How to complete this task: For the material that follows, work out how many lines hold the word "const" and answer only with the number.

------ Supplied data

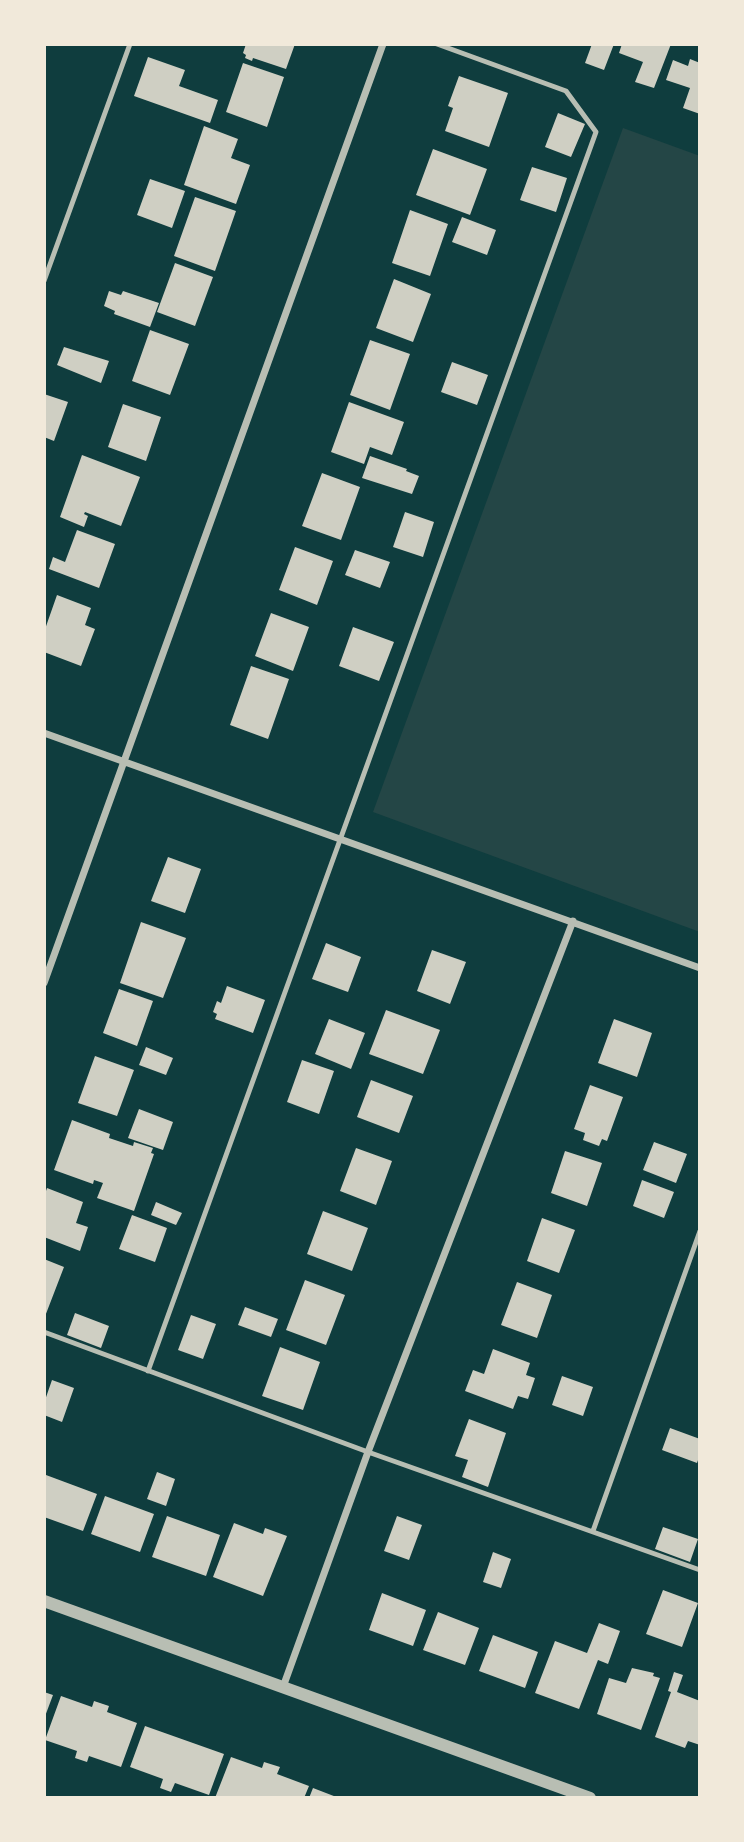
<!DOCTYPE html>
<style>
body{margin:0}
#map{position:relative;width:744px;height:1842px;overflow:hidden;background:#0f3d3e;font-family:Overpass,sans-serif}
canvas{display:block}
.frame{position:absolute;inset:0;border:46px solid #f1e9da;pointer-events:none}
</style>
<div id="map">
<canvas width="744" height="1842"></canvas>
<div class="frame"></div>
</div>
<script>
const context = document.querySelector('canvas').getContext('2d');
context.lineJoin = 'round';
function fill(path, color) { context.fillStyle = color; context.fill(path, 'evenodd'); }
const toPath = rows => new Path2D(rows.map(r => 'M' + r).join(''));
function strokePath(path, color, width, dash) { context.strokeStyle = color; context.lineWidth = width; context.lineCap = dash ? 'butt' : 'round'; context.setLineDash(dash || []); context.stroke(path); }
fill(toPath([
 [623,128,700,156,700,932,373,812]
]), '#244646');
fill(toPath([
 [246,44,295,44,286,69,253,58,252,61,245,58,246,55,243,53],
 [592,44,614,44,604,70,585,63],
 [622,44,671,44,654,88,635,82,643,62,619,53],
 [148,57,185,70,179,86,218,100,210,123,134,96],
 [690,59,700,63,700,114,683,108,690,88,666,80,673,60,688,66],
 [243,63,284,77,267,127,226,112],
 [459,76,508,93,489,147,445,131,453,108,448,106],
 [558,113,585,124,571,157,545,147],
 [204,126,238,139,231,158,250,165,236,204,184,185],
 [433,149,487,169,470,215,416,195],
 [532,167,567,178,556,212,520,200],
 [150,179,185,191,172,228,137,215],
 [195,197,236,211,215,271,174,256],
 [410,210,448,224,430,276,392,263],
 [462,217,496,230,487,255,452,242],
 [175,263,213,277,195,326,157,312],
 [394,279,431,294,413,342,376,328],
 [109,291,121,295,123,291,159,303,150,327,114,314,115,311,104,306],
 [150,330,189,344,170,395,132,381],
 [370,340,410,354,390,410,350,395],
 [64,347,109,361,101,383,57,365],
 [452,362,488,375,477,405,441,392],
 [44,394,68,402,54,441,44,437],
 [349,402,404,422,392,455,370,447,364,464,331,452],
 [123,404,161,417,146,461,108,447],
 [82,455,140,477,121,526,85,512,84,514,88,516,84,527,60,517],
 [370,456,407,469,406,471,419,476,412,494,362,478],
 [322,473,360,487,341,540,302,526],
 [405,512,434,522,423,557,393,547],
 [77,530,115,544,99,588,49,569,53,557,65,562],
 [295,547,333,561,317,605,279,590],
 [355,550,390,562,380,588,345,575],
 [57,595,91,608,85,625,95,629,81,666,44,652,44,632],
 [271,613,309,627,293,671,255,656],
 [353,627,394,642,379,681,339,666],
 [251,666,289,679,268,739,230,725],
 [168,857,201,869,185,913,151,901],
 [141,922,186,938,163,998,120,983],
 [326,943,361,957,348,992,312,979],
 [432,950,466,962,450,1004,417,991],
 [227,986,265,1000,253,1033,215,1019,217,1014,213,1012,217,1001,221,1003],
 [119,989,153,1001,137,1046,103,1033],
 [386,1010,440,1030,423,1074,369,1054],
 [329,1019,365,1033,351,1069,315,1054],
 [614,1019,652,1033,637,1077,598,1063],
 [146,1047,173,1058,166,1075,139,1065],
 [95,1056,134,1070,117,1116,78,1103],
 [302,1060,334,1071,319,1114,287,1102],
 [371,1080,413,1096,399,1133,357,1117],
 [590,1085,623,1097,607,1141,602,1139,599,1146,583,1140,585,1133,574,1129],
 [139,1109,173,1122,163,1150,128,1138],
 [72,1120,110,1134,109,1138,133,1146,134,1142,153,1148,151,1153,154,1154,134,1211,97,1198,103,1183,94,1180,93,1184,54,1170],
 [654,1142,687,1154,676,1183,643,1170],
 [356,1148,392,1161,376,1205,340,1191],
 [565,1151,602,1163,587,1206,551,1193],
 [642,1180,674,1192,664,1218,633,1206],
 [47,1188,83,1202,76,1223,88,1227,80,1251,44,1237,44,1197],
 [156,1202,182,1213,176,1225,151,1215],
 [323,1211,368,1228,352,1271,307,1254],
 [132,1215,167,1228,155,1262,119,1249],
 [542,1218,575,1230,559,1273,527,1261],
 [44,1259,64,1267,44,1319],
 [305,1280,345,1295,326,1345,286,1330],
 [517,1282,552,1295,537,1338,501,1325],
 [245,1307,278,1319,271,1337,238,1325],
 [75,1313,109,1326,101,1348,67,1335],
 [191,1315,216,1324,203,1359,178,1350],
 [280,1347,320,1362,303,1410,262,1396],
 [493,1349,530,1363,526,1375,535,1378,528,1399,518,1396,513,1409,465,1391,473,1370,484,1374],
 [562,1376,593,1387,583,1416,552,1405],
 [52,1380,74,1388,62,1422,44,1415,44,1403],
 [469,1419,506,1433,488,1487,462,1477,468,1460,455,1456],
 [670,1428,700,1439,700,1454,697,1463,662,1450],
 [157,1472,175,1479,166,1506,147,1499],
 [46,1475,97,1494,83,1531,44,1517],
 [105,1496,154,1514,140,1552,91,1534],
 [167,1516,220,1535,206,1576,152,1557],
 [397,1516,422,1525,409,1560,384,1551],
 [234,1523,263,1534,265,1528,287,1536,263,1596,213,1577],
 [663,1527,698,1539,690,1562,655,1549],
 [493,1552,511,1559,501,1588,483,1582],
 [663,1590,698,1603,682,1647,646,1634],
 [382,1593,426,1610,413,1646,369,1630],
 [438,1612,479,1628,465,1665,423,1650],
 [599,1623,620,1631,608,1664,598,1660,579,1709,535,1693,555,1641,587,1653],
 [493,1635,538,1652,525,1688,479,1671],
 [632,1668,654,1673,653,1676,660,1678,641,1730,597,1714,609,1678,626,1683],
 [674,1672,683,1675,677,1692,700,1701,700,1745,688,1741,685,1748,655,1737,671,1692,668,1691],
 [44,1692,53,1695,44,1719],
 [61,1696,92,1707,94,1701,109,1706,107,1712,137,1723,121,1767,89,1756,87,1762,75,1758,77,1751,45,1740],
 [145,1726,224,1754,209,1795,175,1783,171,1792,160,1788,163,1779,130,1767],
 [231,1757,262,1768,264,1762,280,1767,277,1774,309,1786,304,1798,215,1798],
 [313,1788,339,1798,309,1798]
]), '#cfcfc3');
strokePath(toPath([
 [44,281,130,44],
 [44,1332,368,1452,700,1570],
 [148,1371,596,132,566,91,437,44],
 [593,1531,700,1231]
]), '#b8beb3', 5);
strokePath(toPath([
 [44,733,700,968],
 [44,983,383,44],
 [283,1687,368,1452,573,921]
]), '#b8beb3', 7);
strokePath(toPath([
 [44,1601,590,1798]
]), '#b8beb3', 12);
</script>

------------

Answer area: 2